## [Action item]
Check every line below, and copy those that include "down".

## [Records for the task]
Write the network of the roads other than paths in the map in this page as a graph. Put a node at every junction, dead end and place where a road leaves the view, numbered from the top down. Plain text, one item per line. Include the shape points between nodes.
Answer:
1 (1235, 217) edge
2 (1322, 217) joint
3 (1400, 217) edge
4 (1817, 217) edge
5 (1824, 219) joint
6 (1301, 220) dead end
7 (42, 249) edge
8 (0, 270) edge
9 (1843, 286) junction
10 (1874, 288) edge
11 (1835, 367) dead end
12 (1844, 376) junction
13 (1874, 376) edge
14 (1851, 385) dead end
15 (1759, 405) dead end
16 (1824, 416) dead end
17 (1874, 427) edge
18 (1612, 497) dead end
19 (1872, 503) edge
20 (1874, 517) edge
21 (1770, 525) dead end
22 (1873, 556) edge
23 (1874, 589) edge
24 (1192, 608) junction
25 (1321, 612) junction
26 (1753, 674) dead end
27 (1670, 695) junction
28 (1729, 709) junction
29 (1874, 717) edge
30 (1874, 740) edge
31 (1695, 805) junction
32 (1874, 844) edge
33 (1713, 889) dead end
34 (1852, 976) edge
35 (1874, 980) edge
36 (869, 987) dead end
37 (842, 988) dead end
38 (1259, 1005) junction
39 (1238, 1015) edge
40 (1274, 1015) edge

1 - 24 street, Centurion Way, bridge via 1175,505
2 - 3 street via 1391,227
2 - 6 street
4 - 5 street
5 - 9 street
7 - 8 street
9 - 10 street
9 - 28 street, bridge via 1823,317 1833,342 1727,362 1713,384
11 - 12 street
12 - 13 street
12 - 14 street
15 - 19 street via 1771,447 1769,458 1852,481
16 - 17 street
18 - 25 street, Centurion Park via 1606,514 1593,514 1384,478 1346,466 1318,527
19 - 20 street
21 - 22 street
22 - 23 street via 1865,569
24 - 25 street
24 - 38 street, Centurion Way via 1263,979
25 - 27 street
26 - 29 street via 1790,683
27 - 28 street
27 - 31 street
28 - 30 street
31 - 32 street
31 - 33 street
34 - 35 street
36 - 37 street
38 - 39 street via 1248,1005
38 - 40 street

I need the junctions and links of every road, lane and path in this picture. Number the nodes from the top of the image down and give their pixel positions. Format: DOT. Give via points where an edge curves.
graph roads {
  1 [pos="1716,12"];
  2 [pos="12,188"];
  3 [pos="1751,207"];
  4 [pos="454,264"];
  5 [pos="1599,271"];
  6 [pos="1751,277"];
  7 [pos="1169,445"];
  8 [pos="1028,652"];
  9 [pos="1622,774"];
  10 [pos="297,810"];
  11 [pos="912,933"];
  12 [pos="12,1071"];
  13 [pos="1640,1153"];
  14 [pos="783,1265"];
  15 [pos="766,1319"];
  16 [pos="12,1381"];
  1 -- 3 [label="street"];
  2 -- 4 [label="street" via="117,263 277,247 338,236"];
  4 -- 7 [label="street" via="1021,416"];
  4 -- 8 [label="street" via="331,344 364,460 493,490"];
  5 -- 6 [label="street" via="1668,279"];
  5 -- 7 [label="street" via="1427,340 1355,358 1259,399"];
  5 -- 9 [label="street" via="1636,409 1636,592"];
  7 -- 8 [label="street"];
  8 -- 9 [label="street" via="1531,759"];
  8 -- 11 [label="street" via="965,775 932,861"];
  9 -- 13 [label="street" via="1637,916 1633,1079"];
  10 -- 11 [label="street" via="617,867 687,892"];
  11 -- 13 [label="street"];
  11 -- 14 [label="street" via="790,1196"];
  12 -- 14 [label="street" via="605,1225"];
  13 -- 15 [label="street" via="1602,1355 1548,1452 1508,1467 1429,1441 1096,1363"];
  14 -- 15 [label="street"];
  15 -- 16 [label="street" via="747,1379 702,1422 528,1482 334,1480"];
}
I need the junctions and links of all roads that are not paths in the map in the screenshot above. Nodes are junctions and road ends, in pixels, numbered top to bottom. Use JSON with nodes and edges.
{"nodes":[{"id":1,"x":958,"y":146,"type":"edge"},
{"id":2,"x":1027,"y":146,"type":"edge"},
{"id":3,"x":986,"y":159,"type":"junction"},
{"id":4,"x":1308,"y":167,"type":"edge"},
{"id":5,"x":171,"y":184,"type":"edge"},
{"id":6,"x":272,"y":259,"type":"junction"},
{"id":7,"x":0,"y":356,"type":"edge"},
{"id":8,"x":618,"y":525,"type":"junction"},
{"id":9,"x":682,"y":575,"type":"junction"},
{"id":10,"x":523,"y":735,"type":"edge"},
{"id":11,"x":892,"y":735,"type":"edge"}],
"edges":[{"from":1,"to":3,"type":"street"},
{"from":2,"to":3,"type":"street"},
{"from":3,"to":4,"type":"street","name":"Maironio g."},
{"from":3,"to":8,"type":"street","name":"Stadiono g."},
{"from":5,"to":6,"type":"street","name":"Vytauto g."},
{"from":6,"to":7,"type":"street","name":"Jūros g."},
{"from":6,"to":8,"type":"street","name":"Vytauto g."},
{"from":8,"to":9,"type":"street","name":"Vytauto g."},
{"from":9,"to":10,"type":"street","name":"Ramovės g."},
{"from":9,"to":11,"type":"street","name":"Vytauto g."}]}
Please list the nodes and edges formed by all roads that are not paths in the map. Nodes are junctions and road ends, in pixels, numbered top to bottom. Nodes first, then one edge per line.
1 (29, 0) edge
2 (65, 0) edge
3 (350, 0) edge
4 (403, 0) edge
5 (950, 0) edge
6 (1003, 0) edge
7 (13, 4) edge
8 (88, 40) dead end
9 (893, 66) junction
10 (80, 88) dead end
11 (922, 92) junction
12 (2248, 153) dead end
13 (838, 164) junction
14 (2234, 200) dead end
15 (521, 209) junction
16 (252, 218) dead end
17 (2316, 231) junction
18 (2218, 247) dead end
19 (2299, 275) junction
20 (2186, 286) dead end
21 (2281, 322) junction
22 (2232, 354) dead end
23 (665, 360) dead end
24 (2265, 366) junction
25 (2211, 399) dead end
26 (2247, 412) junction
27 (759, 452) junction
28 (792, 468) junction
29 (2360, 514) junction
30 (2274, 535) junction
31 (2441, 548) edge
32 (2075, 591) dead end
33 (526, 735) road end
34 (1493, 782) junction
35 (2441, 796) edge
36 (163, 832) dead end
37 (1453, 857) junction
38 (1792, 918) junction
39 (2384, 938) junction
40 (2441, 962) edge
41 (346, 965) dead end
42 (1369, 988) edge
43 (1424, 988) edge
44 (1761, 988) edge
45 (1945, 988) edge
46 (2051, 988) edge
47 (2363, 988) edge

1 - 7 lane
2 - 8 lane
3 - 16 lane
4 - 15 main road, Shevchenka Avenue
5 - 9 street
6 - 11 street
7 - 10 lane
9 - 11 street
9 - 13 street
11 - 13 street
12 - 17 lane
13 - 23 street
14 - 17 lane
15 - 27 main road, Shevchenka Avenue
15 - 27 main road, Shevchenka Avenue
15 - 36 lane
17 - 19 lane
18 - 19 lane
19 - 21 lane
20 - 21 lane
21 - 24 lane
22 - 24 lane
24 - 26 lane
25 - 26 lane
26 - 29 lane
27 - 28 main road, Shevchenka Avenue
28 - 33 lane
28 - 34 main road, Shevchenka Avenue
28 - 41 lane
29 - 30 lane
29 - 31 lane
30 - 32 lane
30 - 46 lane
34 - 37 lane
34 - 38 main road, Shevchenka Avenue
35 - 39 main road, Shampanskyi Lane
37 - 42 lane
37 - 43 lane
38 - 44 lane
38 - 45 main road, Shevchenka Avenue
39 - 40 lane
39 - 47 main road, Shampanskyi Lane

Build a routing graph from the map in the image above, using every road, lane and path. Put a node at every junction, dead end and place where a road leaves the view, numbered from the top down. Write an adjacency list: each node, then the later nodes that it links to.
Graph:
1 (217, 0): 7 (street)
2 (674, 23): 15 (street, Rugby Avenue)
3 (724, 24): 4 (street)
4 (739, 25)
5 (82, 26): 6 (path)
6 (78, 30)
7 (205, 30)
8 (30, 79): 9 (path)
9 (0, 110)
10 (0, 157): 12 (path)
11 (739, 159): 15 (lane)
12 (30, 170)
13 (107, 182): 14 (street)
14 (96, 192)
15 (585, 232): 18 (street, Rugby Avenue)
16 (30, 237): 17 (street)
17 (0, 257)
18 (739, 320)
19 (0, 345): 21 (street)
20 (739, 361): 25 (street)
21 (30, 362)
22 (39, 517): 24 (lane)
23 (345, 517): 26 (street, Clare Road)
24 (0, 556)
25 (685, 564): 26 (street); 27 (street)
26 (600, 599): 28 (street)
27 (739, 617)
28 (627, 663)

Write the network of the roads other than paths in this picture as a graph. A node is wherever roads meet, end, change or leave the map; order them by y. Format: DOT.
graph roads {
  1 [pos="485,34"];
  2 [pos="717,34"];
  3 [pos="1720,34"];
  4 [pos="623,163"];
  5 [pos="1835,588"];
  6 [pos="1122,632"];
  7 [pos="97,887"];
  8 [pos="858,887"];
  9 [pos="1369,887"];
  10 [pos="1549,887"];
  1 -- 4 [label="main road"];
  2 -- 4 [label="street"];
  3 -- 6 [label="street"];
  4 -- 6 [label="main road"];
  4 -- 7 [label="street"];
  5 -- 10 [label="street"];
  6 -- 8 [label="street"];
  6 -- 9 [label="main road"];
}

## [Reply to the exercise]
Write the network of the roads other than paths in the map in this page as a graph. Put a node at every junction, dead end and place where a road leaves the view, numbered from the top down. Plain text, one item per line. Include the shape points between nodes.
I need the junctions and links of every road, lane and path in this picture. Number the nodes from the top of the image down and give their pixel positions. Format: DOT. Give via points where an edge curves.
Build a routing graph from the map in the image above, using every road, lane and path. Put a node at every junction, dead end and place where a road leaves the view, numbered from the top down. Write an adjacency list: each node, then the later nodes that it links to.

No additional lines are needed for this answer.